_Task details_
Reproduce the entries that follow precisely, setting aside any images.

_Input records_
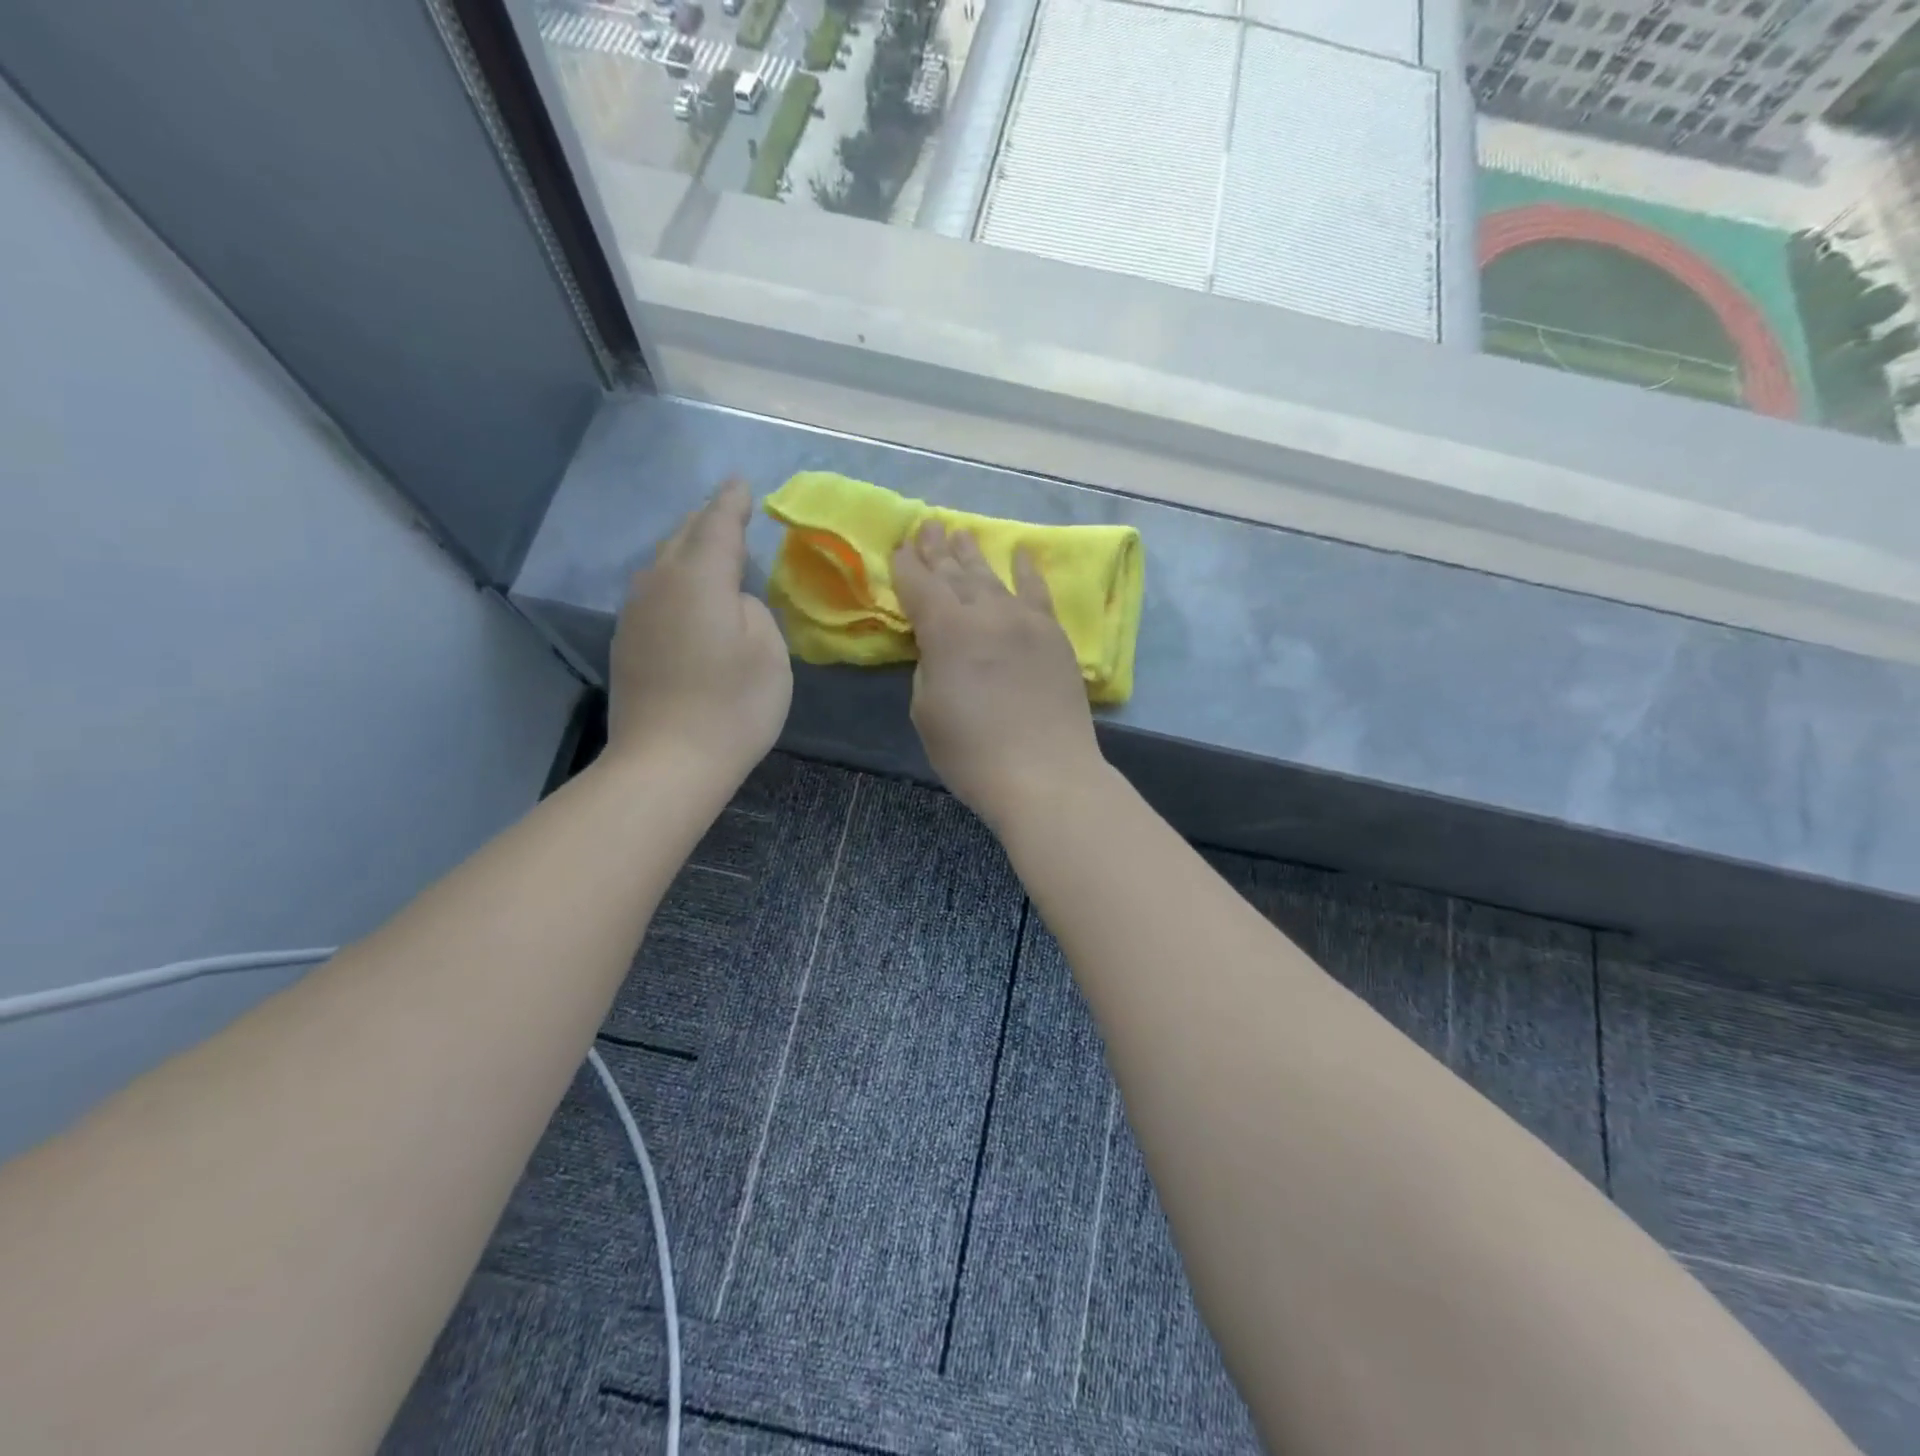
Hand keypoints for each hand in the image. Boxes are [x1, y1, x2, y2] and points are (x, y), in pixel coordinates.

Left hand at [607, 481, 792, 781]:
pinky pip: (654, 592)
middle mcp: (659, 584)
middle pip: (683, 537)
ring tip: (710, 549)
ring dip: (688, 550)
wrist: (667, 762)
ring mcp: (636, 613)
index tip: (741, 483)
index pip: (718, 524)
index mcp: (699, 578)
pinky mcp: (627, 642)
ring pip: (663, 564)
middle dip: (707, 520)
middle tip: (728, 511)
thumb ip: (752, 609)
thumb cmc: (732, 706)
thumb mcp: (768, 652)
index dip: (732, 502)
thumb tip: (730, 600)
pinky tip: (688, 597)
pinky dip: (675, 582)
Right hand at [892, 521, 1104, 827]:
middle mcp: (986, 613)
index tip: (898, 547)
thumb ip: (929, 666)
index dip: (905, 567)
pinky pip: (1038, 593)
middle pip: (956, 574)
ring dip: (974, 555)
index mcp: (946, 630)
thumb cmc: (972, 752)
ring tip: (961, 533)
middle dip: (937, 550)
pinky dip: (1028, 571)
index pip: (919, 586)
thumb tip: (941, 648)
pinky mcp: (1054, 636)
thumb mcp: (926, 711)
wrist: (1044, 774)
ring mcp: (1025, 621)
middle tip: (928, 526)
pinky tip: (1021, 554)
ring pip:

_Exercise solution_
Hand keypoints for each hand in the image. Boxes are [x1, y1, x2, y2] and points are (x, y), in pixel coordinates.

Left hand at [607, 481, 792, 781]:
pinky pip: (654, 592)
middle mcp: (659, 584)
middle pip: (683, 537)
ring tip: (710, 549)
ring dip: (688, 550)
wrist: (667, 762)
ring mcp: (636, 613)
index tip: (741, 483)
index pip: (718, 524)
index mcp: (699, 578)
pinky mcp: (627, 642)
ring pip: (663, 564)
middle dip: (707, 520)
middle tip: (728, 511)
thumb ip: (752, 609)
thumb cmc: (732, 706)
thumb mcp: (768, 652)
index dip: (732, 502)
thumb tip: (730, 600)
pinky tip: (688, 597)
pinky dip: (675, 582)
Right hand at [892, 521, 1104, 827]:
middle mcp: (986, 613)
index tip: (898, 547)
thumb ip: (929, 666)
index dip: (905, 567)
pinky pip: (1038, 593)
middle pip: (956, 574)
ring dip: (974, 555)
index mcp: (946, 630)
thumb cmc: (972, 752)
ring tip: (961, 533)
middle dip: (937, 550)
pinky dip: (1028, 571)
index pip: (919, 586)
thumb tip: (941, 648)
pinky mcp: (1054, 636)
thumb mcp: (926, 711)
wrist: (1044, 774)
ring mcp: (1025, 621)
middle tip: (928, 526)
pinky tip: (1021, 554)
ring pip:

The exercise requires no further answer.